Some time ago, I did a series of posts entitled “Understanding the Land Promise“. It is still my contention that understanding how the Bible develops the theme of the promised land will do much to help one gain a fuller understanding of how the church and OT Israel relate. Abraham and his offspring were promised that “he would be heir of the world” (Rom. 4:13), and that singular promise according to Rom. 4:16 is guaranteed to “all his offspring… to the one who shares the faith of Abraham, who is the father of us all”.
Recently as I read through Isaiah, I couldn’t help but be reminded of this great theme. Notice Isiah 60:19-21.
The sun shall be no more
your light by day,
nor for brightness shall the moon
give you light;
but the LORD will be your everlasting light,
and your God will be your glory.
Your sun shall no more go down,
nor your moon withdraw itself;
for the LORD will be your everlasting light,
and your days of mourning shall be ended.
Your people shall all be righteous;
they shall possess the land forever,
the branch of my planting, the work of my hands,
that I might be glorified.
So possessing “the land forever” is in the context of God being the “everlasting light” which replaces the sun and moon. Doesn’t this sound a lot like these verses from Revelation?
And I saw no temple in the city, for its temple is the Lord God the Almighty and the Lamb. And the city has no need of sun or moon to shine on it, for the glory of God gives it light, and its lamp is the Lamb. (Rev. 21:22-23)
They will need no light of lamp or sun, for the Lord God will be their light, and they will reign forever and ever. (Rev. 22:5b)
So the land promise is connected with these heavenly realities which are ultimately realized in the eternal state.
Ezekiel 37:24-28 sounds a similar note:
My servant David shall be king over them, and they shall all have one shepherd. They shall walk in my rules and be careful to obey my statutes. They shall dwell in the land that I gave to my servant Jacob, where your fathers lived. They and their children and their children’s children shall dwell there forever, and David my servant shall be their prince forever. I will make a covenant of peace with them. It shall be an everlasting covenant with them. And I will set them in their land and multiply them, and will set my sanctuary in their midst forevermore. My dwelling place shall be with them, and I will be their God, and they shall be my people. Then the nations will know that I am the LORD who sanctifies Israel, when my sanctuary is in their midst forevermore.

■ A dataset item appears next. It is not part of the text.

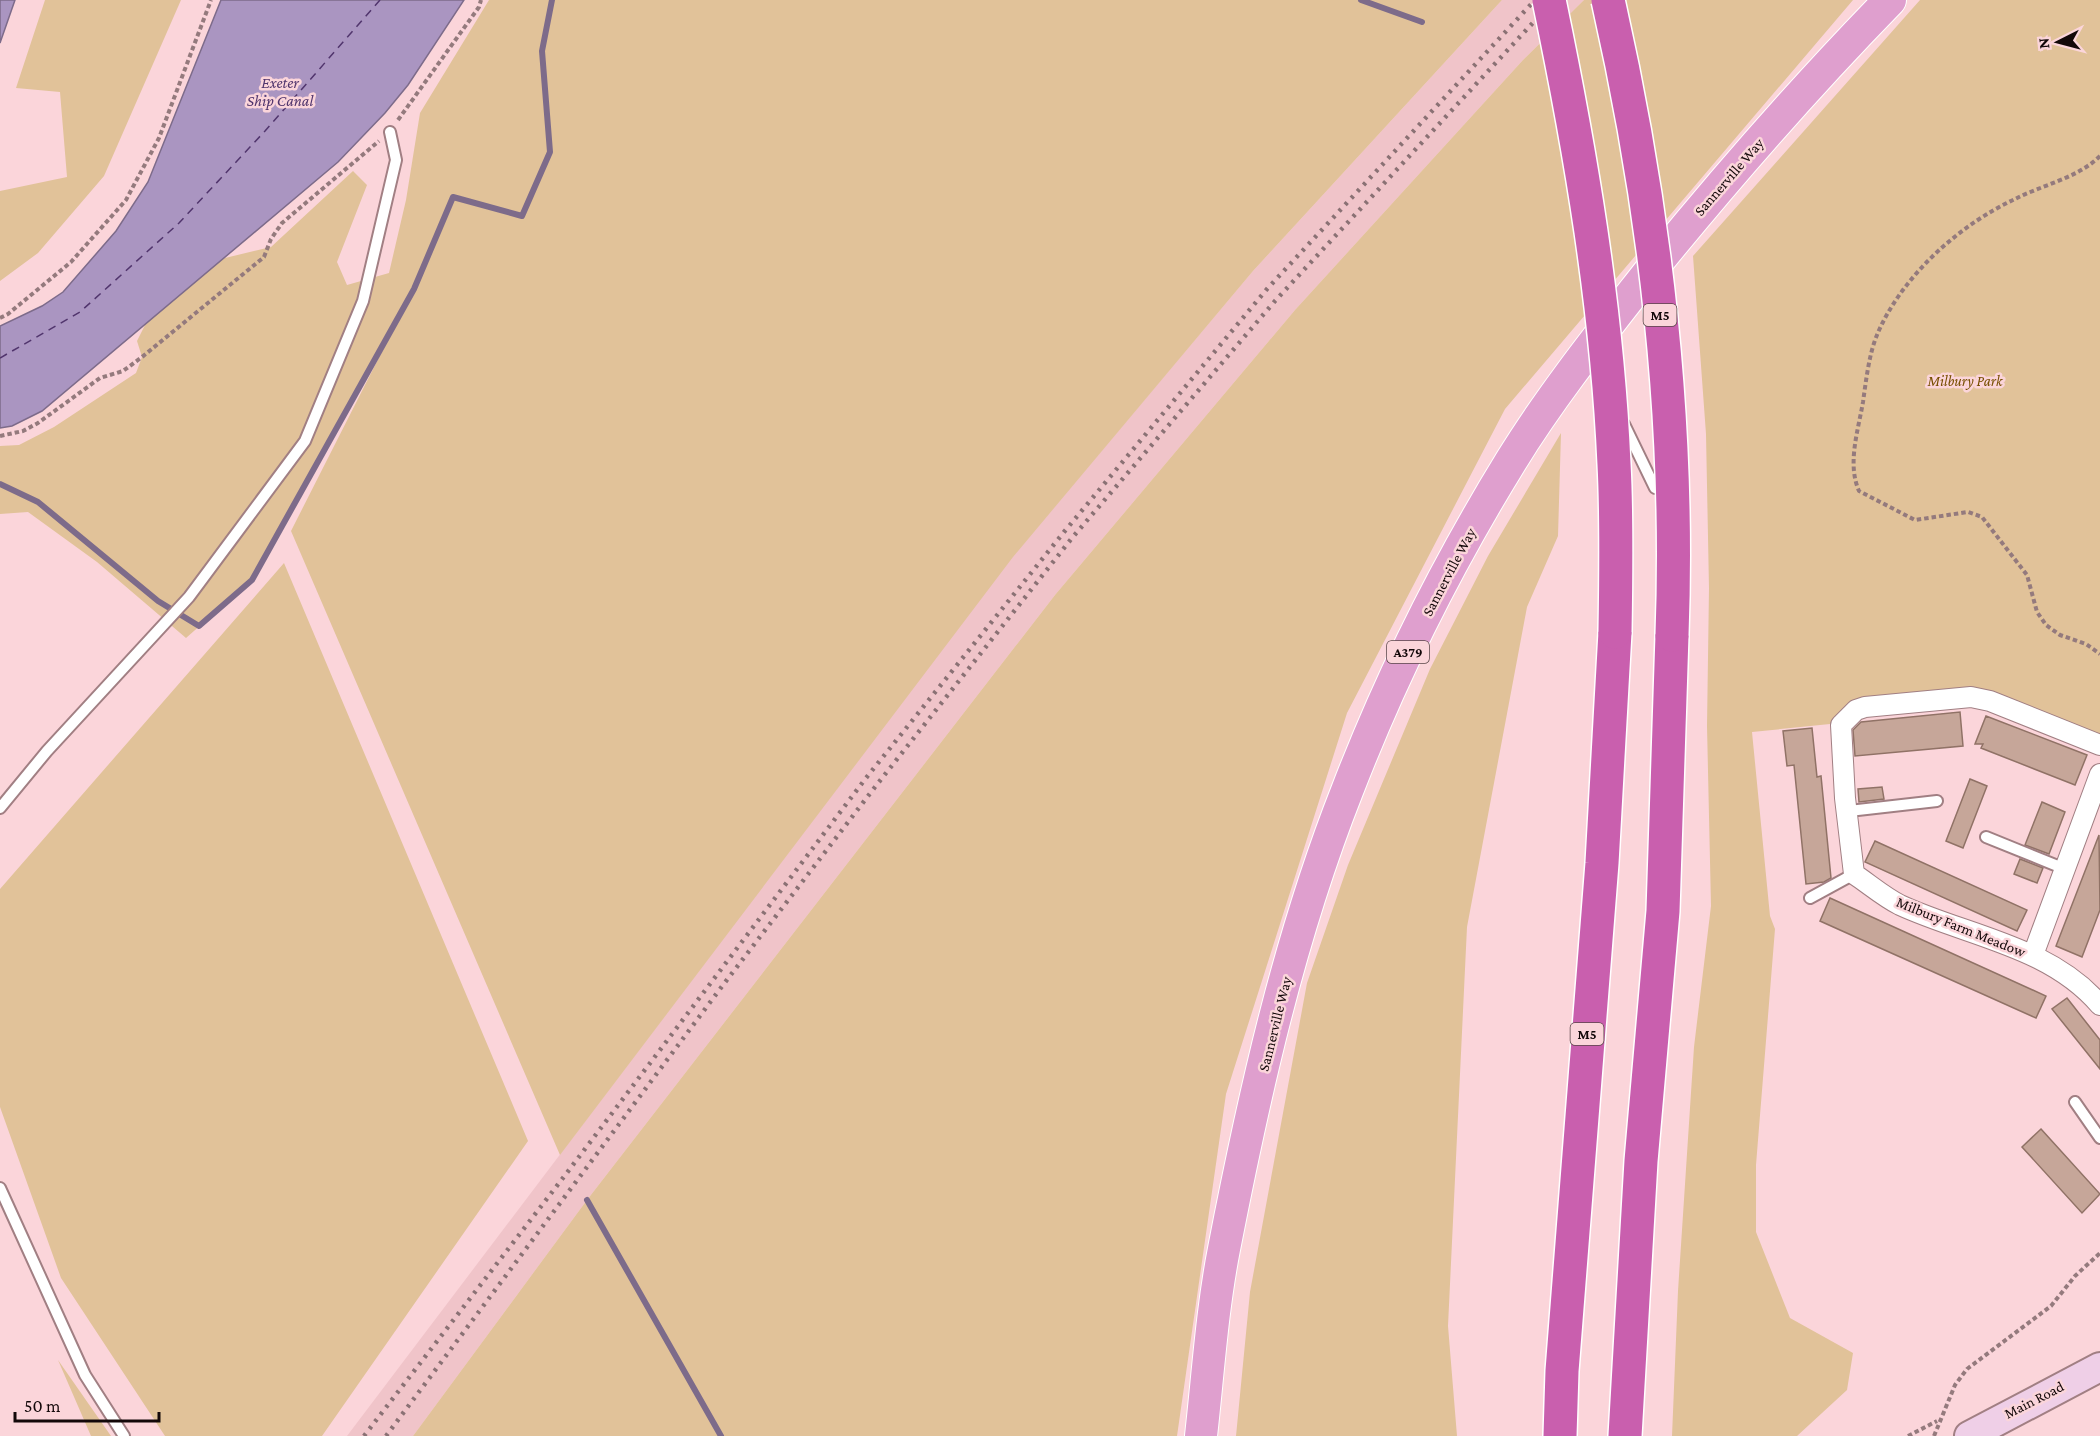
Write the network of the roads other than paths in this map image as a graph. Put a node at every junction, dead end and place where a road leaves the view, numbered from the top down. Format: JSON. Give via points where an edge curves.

The idea of God’s dwelling place being with his people is connected with the fulfillment of the promise of Israel dwelling in the land. Again, see Revelation 21 for a comparison (verses 1-3).
Then I saw a new heaven and a new earth, for the first heaven and the first earth had passed away, and the sea was no more. And I saw the holy city, new Jerusalem, coming down out of heaven from God, prepared as a bride adorned for her husband. And I heard a loud voice from the throne saying, “Behold, the dwelling place of God is with man. He will dwell with them, and they will be his people, and God himself will be with them as their God.
Of course Isaiah concludes his book with the promise of “new heavens” and a “new earth” (64:17, 66:22). The glorious restoration of Israel to their land is ultimately fulfilled in the eternal possession of the Heavenly Jerusalem, and the entire recreated, new heavens and earth by God’s people. And that possession and enjoyment of the land will endure forever. And redeemed Jews certainly will be enjoying that land along with the Church.
So my question is, why do we need a literal possession of the entire promised land by a national Israel when we know that ultimately an eternal possession of “the world” will be realized by believing Israel? And if this is the case, why all the fussing over the millennium? However you view Rev. 20, the next two chapters in Revelation make clear that the promises to Israel find their ultimate fulfillment in that eternal era. Remember that is when we all live in the city that is significantly named the “New Jerusalem”. Doesn’t the name itself speak volumes here?
One last point, as my series on the land promise makes clear, in some way the Church enjoys some level of fulfillment of these promises in the here and now. 2 Cor. 6:16 declares:
What agreement has the temple of God with idols? For(AK) we are the temple of the living God; as God said, “I will make my dwelling among them and(AM) walk among them, and I will be their God, and they shall be my people….”
So even now, we are enjoying God’s designation of “my people”. And we experience God as our God. Read my series on the land for more about how we enjoy rest and fellowship with God presently in a way that the OT experience of dwelling in the land was designed to foreshadow.